Online travel agents, in particular, have had a love-hate relationship with the airlines. See, online travel agents came on the scene as the internet took off. They provided a much-needed comparison service, and that attracted a lot of travelers in the early days, most of them price-sensitive. When airlines need to fill seats, it’s the online travel agents that can help with sheer volume. But airlines need less and less help just filling seats these days. That means they’re less reliant on online travel agents to fill the back of the bus, but they don’t want to cut the cord… if the price is right.

From everything I understand, this particular spat is really about economics and there’s not some underlying hidden issue. While published commissions have disappeared, agencies with heft like Orbitz still do get paid by airlines. They also get paid by the reservation systems they use. How does the reservation system get the money to pay them? They make the airlines cough it up. So really when someone books on an online travel agent site, the airlines are paying for it twice. The airlines have to look at the total amount and decide whether or not its worth the price to play.

Southwest long ago decided it wasn’t. You still won’t see a Southwest flight on any online travel agent site. It’s kind of funny considering Southwest is the largest domestic airline these days.

American thinks it can make sense at the right price. It likes selling through third parties because it does fill seats, but apparently what Orbitz wants too much. How could that change? Well, Orbitz could lower its rates, but there are other ways. It could try to improve the quality of the revenue it generates, though that’s pretty hard. Orbitz could, and should, start using direct connect technology to lower the cost to American.

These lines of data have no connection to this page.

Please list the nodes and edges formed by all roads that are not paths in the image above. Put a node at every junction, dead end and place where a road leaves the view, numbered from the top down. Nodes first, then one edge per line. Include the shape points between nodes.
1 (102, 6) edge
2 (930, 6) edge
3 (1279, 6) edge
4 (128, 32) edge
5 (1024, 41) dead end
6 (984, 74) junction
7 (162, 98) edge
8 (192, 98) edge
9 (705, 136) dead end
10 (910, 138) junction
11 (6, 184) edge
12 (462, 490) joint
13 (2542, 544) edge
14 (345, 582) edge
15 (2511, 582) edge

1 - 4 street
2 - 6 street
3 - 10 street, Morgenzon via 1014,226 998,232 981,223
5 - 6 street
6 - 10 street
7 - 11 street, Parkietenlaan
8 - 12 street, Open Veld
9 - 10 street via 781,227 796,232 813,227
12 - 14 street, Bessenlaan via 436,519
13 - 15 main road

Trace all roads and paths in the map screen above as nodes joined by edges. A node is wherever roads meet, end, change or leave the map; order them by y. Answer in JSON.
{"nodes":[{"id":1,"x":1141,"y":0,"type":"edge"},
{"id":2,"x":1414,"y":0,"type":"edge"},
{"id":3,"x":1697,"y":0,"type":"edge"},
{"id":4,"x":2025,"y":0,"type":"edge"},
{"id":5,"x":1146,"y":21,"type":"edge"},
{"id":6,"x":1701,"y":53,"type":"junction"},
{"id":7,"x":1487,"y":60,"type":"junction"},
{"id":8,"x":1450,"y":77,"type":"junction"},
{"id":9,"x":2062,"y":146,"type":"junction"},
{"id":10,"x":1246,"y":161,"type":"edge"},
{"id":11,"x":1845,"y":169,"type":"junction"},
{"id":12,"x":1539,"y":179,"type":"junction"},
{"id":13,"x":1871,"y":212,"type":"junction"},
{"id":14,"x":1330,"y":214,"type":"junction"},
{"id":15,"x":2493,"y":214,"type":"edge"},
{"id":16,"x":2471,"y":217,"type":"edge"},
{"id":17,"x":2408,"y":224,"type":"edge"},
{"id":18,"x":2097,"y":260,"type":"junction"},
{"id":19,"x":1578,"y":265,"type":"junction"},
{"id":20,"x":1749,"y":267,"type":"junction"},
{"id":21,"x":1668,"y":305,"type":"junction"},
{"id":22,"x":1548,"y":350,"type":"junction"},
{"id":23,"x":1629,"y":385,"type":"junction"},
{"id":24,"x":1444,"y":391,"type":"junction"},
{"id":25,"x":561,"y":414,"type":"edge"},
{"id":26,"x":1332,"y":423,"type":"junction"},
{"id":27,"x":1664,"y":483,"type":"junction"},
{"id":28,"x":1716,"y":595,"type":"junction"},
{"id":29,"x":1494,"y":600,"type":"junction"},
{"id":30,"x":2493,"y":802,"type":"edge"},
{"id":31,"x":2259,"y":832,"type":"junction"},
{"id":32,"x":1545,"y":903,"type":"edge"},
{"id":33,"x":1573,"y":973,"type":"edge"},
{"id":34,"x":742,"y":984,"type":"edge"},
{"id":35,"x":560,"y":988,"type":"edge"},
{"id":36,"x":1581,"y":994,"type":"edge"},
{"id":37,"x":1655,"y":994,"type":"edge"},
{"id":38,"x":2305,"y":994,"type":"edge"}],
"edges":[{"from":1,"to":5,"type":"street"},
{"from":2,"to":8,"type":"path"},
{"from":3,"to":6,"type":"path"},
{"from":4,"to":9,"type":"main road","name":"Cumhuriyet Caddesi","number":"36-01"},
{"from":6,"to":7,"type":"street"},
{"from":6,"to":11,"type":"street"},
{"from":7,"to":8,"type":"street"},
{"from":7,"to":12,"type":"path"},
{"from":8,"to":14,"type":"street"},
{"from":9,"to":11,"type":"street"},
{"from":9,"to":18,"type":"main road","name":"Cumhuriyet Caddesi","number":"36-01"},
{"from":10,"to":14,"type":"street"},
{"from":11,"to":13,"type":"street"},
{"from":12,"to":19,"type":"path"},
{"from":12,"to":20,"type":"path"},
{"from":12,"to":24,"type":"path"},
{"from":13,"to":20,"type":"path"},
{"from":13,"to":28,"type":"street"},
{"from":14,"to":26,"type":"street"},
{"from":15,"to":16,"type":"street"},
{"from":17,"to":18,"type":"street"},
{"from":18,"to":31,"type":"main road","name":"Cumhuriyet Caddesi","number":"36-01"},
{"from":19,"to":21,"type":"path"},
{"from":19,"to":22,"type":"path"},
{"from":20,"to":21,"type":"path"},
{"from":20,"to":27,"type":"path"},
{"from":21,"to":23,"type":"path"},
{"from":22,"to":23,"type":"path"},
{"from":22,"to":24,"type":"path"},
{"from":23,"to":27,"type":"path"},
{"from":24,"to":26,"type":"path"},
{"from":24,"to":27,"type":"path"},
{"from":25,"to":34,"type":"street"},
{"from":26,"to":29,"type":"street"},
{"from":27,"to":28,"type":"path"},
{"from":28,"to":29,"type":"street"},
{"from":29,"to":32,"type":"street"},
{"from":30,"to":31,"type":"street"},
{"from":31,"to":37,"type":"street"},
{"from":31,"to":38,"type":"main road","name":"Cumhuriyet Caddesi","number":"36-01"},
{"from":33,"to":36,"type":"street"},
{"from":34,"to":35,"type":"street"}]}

Though it has been owned by Travelport (also the company that owns Apollo and Galileo reservation systems) for many years, Orbitz is breaking away from that. Travelport says it’s selling off its shares, and the agreement to run bookings through Travelport systems ends this year. Instead of working on direct connect (as, strangely enough, it used to do in the early days of its existence), Orbitz signed a deal with Amadeus. I’m sure Amadeus paid dearly for this, and again, where does that money come from? The airlines.

With apparently none of these things moving, American decided the only option was the nuclear option. It pulled its fares out.

Now, if you’re a traveler and you go to Orbitz, you aren’t going to see American or Southwest. That’s a pretty big chunk of the industry that you won’t see. Orbitz, however, is defiant. In a release, it said that there are “hundreds of airlines which are eager to capture the revenue American is choosing to forego.” There’s a big middle finger for you.

But is it really true? Sure, United and Delta can pick up some of the slack, but Orbitz becomes significantly less useful domestically. International is a different story, I suppose. That being said, if you really love using an online travel agent, then why not just use Expedia now? There is real risk for Orbitz.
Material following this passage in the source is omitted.